Postby Robin Garr » Sun Jun 26, 2011 5:02 pm

Offbeat Italian grape, great value
The 30 Second Wine Advisor
June 24, 2011


Continuing our Wine Focus on offbeat grape varieties fit for the Wine Century Club this month, let's take a closer look at an immensely appealing and affordable white wine made from the Northwestern Italian grape Cortese.

Castelvero 2009 Piemonte Cortese comes from Araldica, a larger corporate producer by Piemontese standards, making more than 10 million bottles annually under a broad portfolio of labels. But there's no hint of Olive Garden style in this Cortese, which offers considerable bang for the buck in a $10 (or less) bottle.
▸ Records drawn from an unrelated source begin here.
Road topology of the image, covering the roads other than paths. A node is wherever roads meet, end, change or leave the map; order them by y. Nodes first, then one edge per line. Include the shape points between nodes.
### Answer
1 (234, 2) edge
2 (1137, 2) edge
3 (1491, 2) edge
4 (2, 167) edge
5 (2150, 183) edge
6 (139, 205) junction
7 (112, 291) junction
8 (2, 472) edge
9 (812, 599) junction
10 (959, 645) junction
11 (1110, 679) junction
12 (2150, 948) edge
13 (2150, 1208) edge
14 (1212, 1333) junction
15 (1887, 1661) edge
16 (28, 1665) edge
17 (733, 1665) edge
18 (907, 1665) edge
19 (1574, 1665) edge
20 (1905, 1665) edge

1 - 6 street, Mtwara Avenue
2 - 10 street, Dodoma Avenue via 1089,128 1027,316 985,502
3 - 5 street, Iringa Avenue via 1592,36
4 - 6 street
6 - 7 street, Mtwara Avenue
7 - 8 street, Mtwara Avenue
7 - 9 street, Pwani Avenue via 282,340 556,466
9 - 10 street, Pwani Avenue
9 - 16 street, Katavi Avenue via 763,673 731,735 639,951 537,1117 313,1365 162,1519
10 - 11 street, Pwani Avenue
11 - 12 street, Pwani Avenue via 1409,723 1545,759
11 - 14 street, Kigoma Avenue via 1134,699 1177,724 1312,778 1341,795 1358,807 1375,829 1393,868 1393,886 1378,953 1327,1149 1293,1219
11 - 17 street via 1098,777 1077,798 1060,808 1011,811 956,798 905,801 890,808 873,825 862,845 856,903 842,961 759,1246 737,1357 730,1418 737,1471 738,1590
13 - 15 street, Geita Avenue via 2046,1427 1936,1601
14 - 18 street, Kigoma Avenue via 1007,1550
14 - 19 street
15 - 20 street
Cortese is grown across much of Northern Italy, but its historic home for the past three centuries or more has been around the Alto Monferrato region in Piemonte. It is desired for its trait of retaining high acidity in the grape and wine, even in hot years, resulting in a crisp, snappy wine that goes well with fish but that may require a little winery magic (malolactic fermentation, for example, or even a little dash of concentrated sweet Muscat grape must) to hold it in balance.

You may know Cortese as the anonymous grape that makes up 100 percent of Gavi, a popular Piemontese white. Here, however, it stands on its own in a delicious citric wine, full of grapefruit and lime, with lightweight alcohol and a rather rich body that keeps that acidity under control. Serve it cool on warm summer evenings and enjoy.
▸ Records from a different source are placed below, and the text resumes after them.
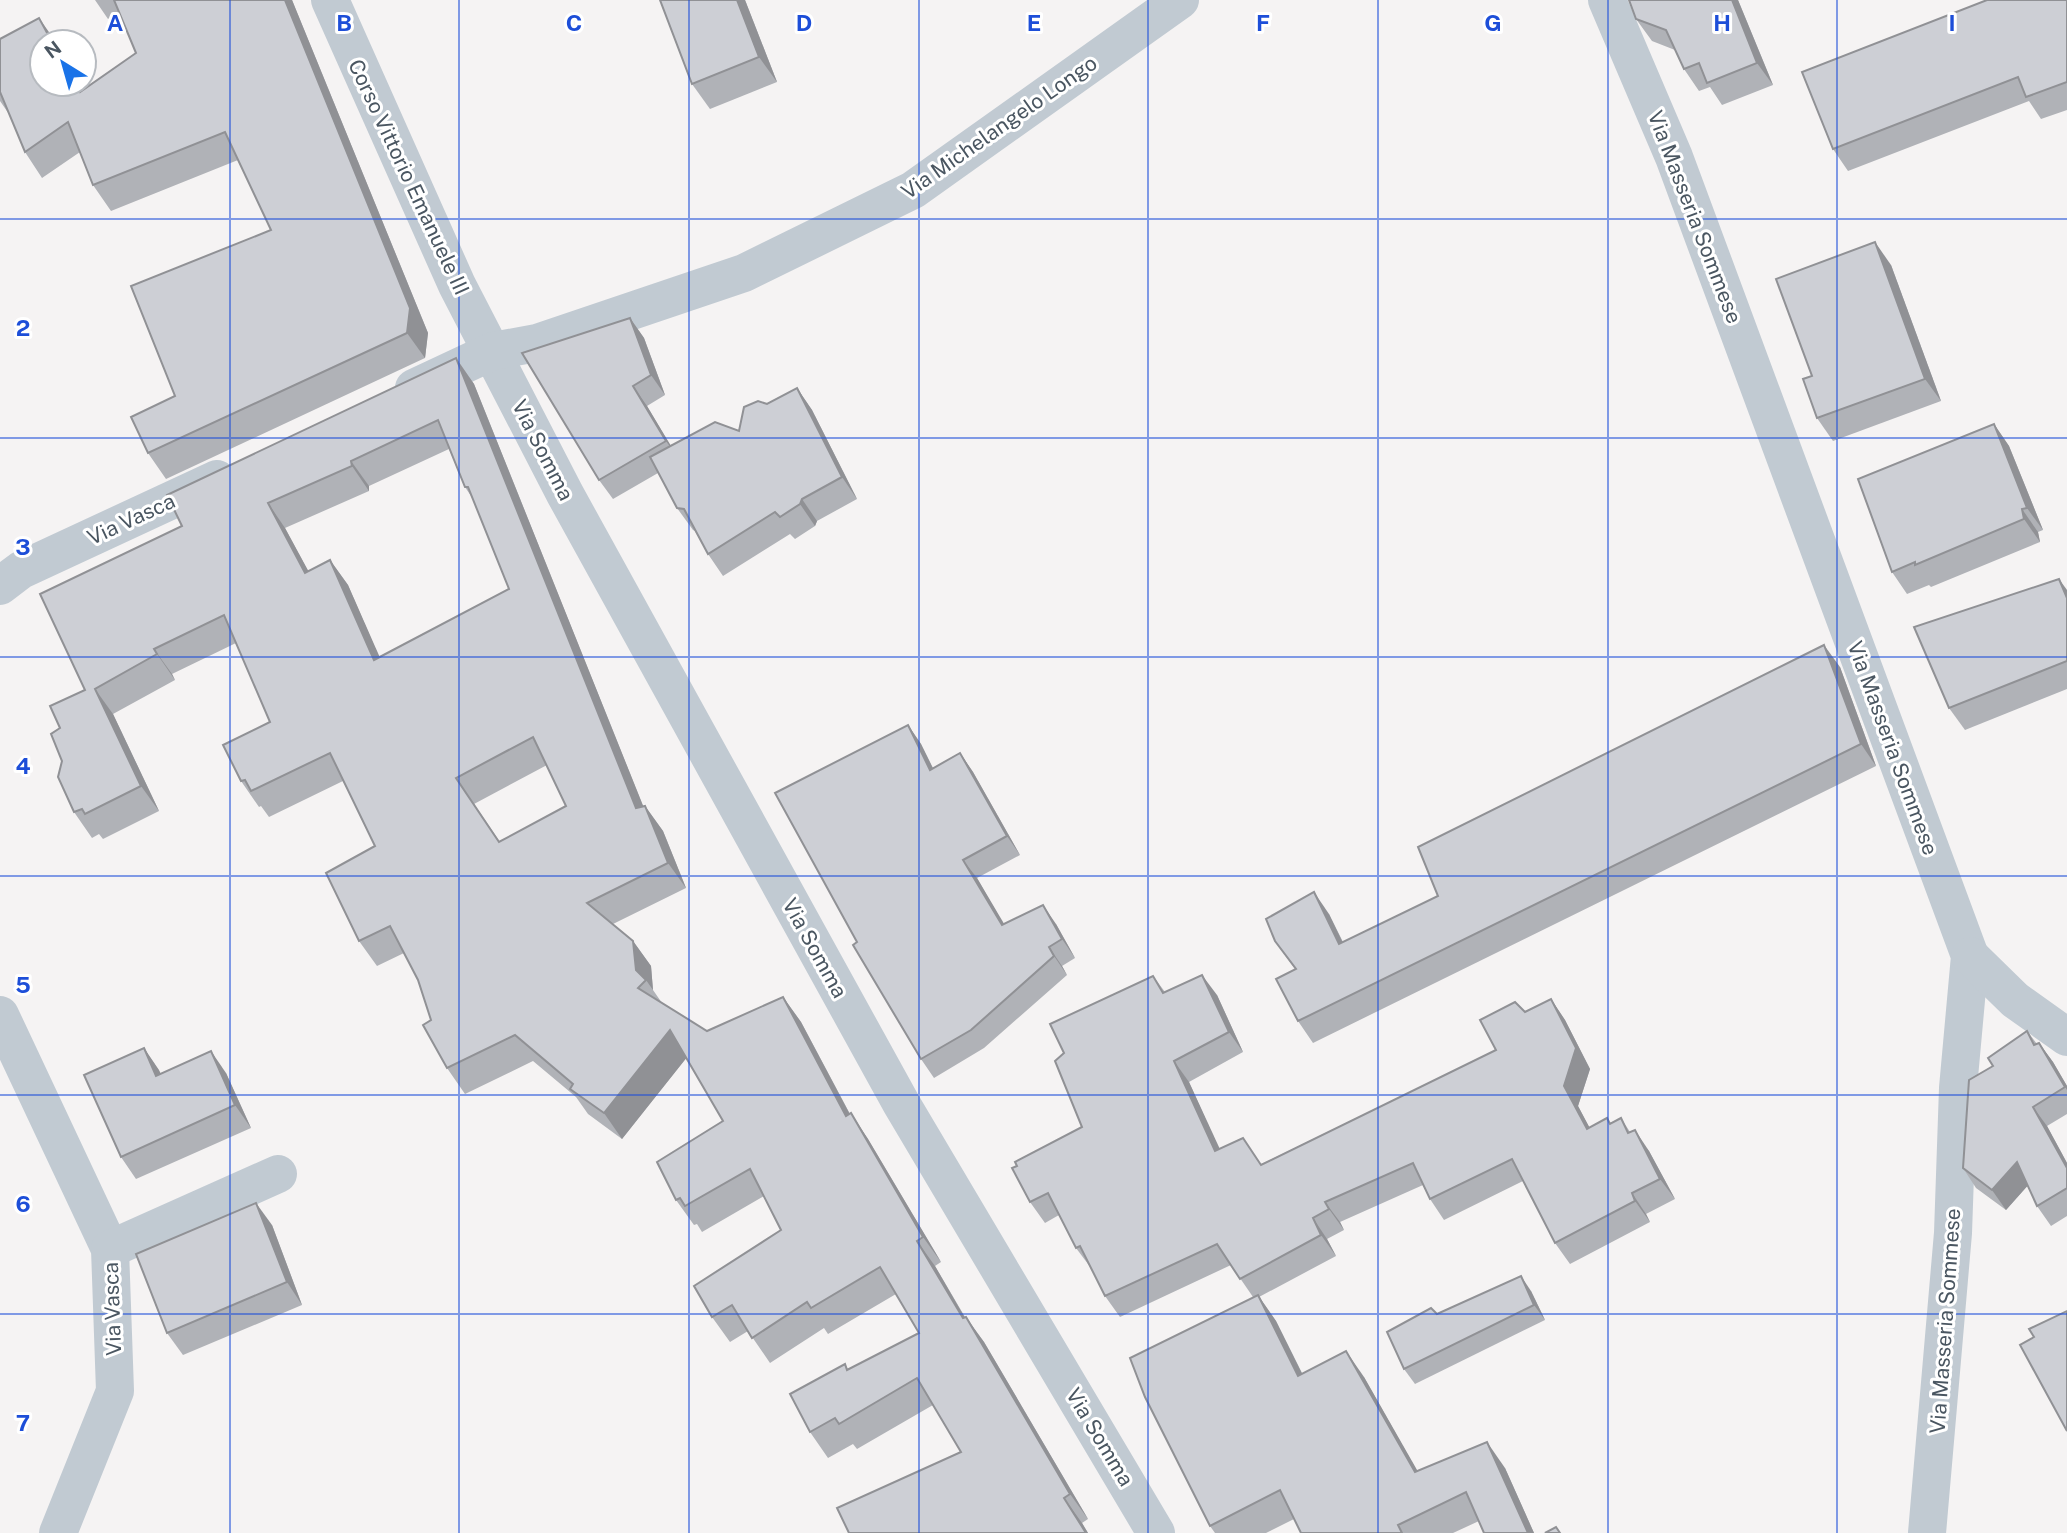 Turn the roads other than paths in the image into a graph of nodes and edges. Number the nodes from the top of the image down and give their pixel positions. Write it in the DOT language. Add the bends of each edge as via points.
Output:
graph roads {
  1 [pos="330,0"];
  2 [pos="1180,0"];
  3 [pos="1607,0"];
  4 [pos="493,351"];
  5 [pos="381,403"];
  6 [pos="244,466"];
  7 [pos="0,586"];
  8 [pos="1970,956"];
  9 [pos="0,1015"];
  10 [pos="2067,1037"];
  11 [pos="278,1174"];
  12 [pos="110,1249"];
  13 [pos="58,1533"];
  14 [pos="1156,1533"];
  15 [pos="1927,1533"];
  1 -- 4 [label="street, Corso Vittorio Emanuele III" via="457,285"];
  2 -- 4 [label="street, Via Michelangelo Longo" via="913,190 744,273 537,343"];
  3 -- 8 [label="street, Via Masseria Sommese" via="1674,158"];
  4 -- 5 [label="street"];
  4 -- 14 [label="street, Via Somma" via="678,704 901,1103"];
  6 -- 7 [label="street, Via Vasca" via="20,570"];
  8 -- 10 [label="street" via="2015,1000"];
  8 -- 15 [label="street, Via Masseria Sommese"];
  9 -- 12 [label="street, Via Vasca"];
  11 -- 12 [label="street"];
  12 -- 13 [label="street, Via Vasca" via="115,1391"];
}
Castelvero 2009 Piemonte Cortese ($9.99)

Clear straw color with a brassy hue. Good citric aromas, white grapefruit with a squeeze of lime. Clean acidity underscores the juicy citrus, and it's fully dry, but juicy citrus and medium-plus body mellow any tart edges under a blanket of fruit. Fresh and clean and likely to stay that way under its sturdy metal screw cap; modest 11.5% alcohol invites alfresco summer sipping. U.S. importer: Vias Imports Ltd., NYC. (June 23, 2011)

FOOD MATCH: Versatile at the table, should be good with fish, poultry, pork or lightly spicy vegetarian fare like our choice, a Southeast Asian-flavor slaw dressed with white miso, peanut butter, Sriracha sauce and lime juice.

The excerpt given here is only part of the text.